Poi ha varcato il cancello di quel casolare prendendolo in braccio. Quindi l'hanno vista uscire e frugare nel passeggino. E gli investigatori hanno pensato alla maglietta integra che lui aveva indosso. Quella insanguinata e con i tagli che corrispondevano alle nove ferite giaceva lì in terra. Assieme alla felpa di Erzsabet, che aveva una ferita al braccio. Ma appena un graffio. Prima di riattraversare la strada, entrare nel supermercato con Alex in braccio, e chiedere «aiuto», lei lo aveva cambiato.
E forse è andata a prendere la t-shirt nel passeggino. Ma a puntare il dito contro la mamma è anche un coltello, spezzato, che aveva nella borsa. Si capirà dall'esame autoptico se è stata quella l'arma del delitto.

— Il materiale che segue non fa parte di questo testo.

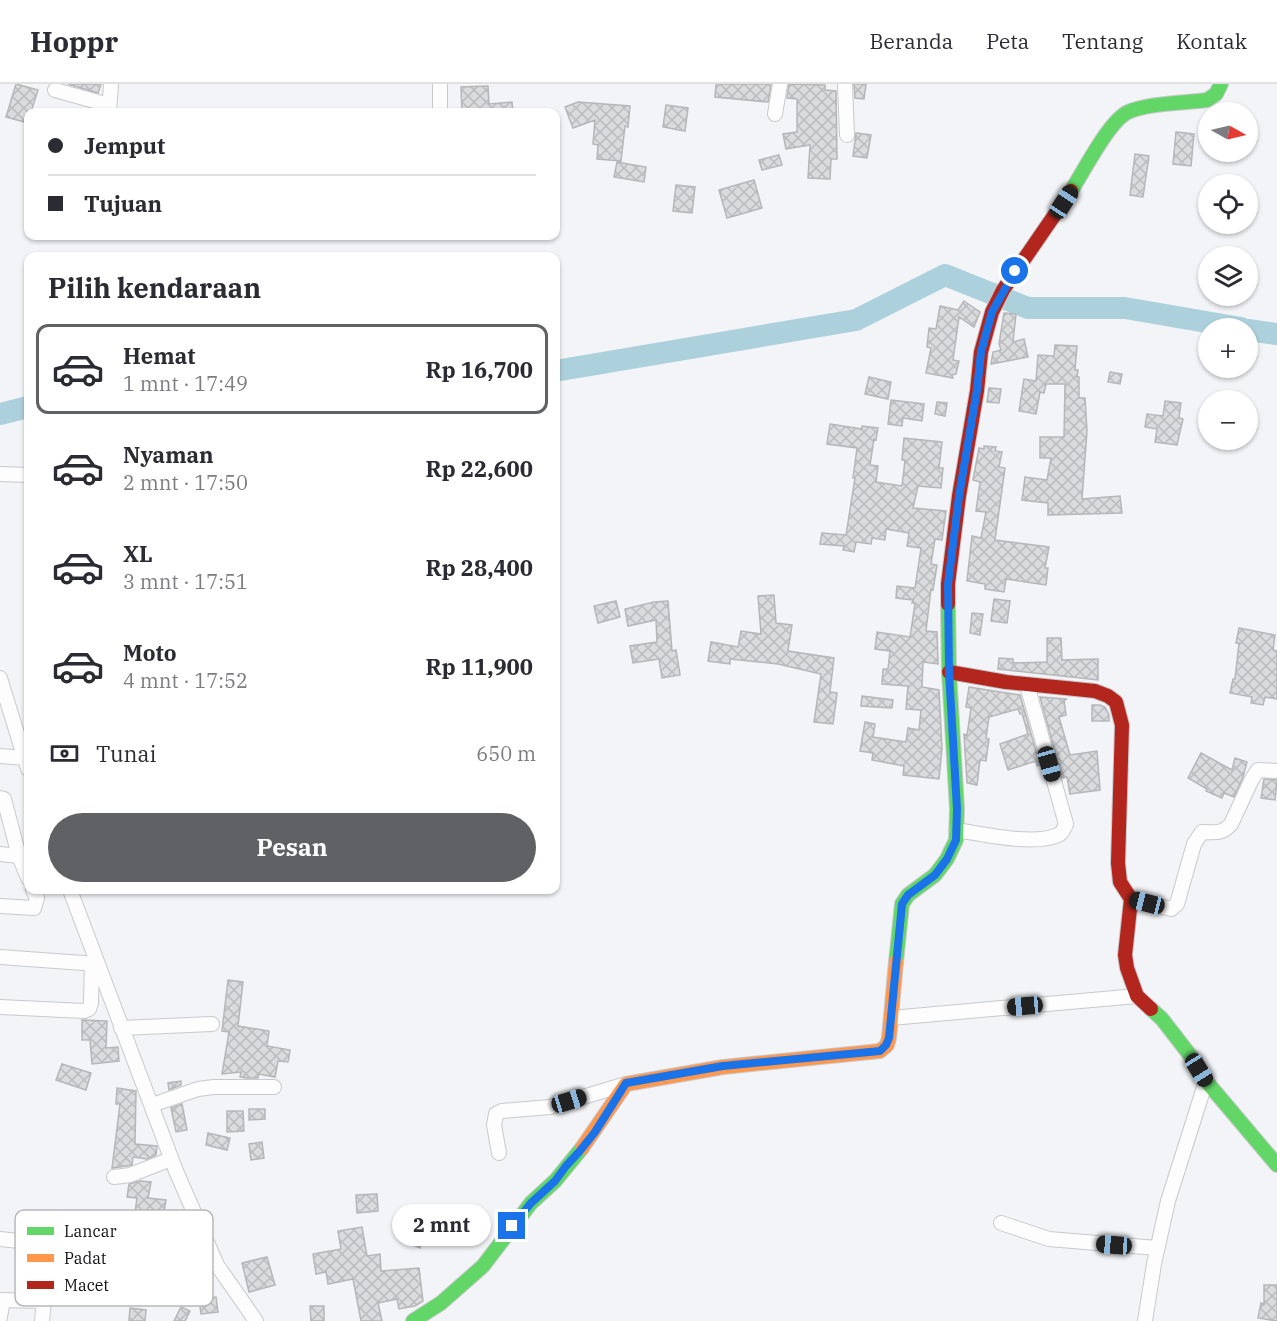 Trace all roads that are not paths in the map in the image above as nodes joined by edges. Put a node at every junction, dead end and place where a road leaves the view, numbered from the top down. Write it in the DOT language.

Intanto si ricostruiscono gli ultimi giorni di vita del bimbo. Agli investigatori la donna ha detto di essere una dipendente dell'Ikea di Budapest, in congedo dal lavoro dal momento della gravidanza di Alex. In Italia ha sostenuto di essere arrivata per una vacanza.
Ma nei giorni precedenti all'omicidio era stata in un centro di accoglienza della Caritas, assieme al piccolo. Poi si era allontanata senza dire niente a nessuno. Per questo era scattata la segnalazione al commissariato. Giovedì era arrivata a Chiusi, cittadina che ricade nella provincia di Siena, ma il cui territorio è adiacente al confine con l'Umbria. Da Po' Bandino dista solo un chilometro.
Poco curata, l'aspetto un po' sconvolto, aveva attirato l'attenzione. Ed era stata controllata dai carabinieri. Ma aveva i documenti in regola, Alex non era malnutrito né apparentemente sofferente, e quindi era stata lasciata andare. Nessuno poteva immaginare quello che sarebbe accaduto il giorno dopo.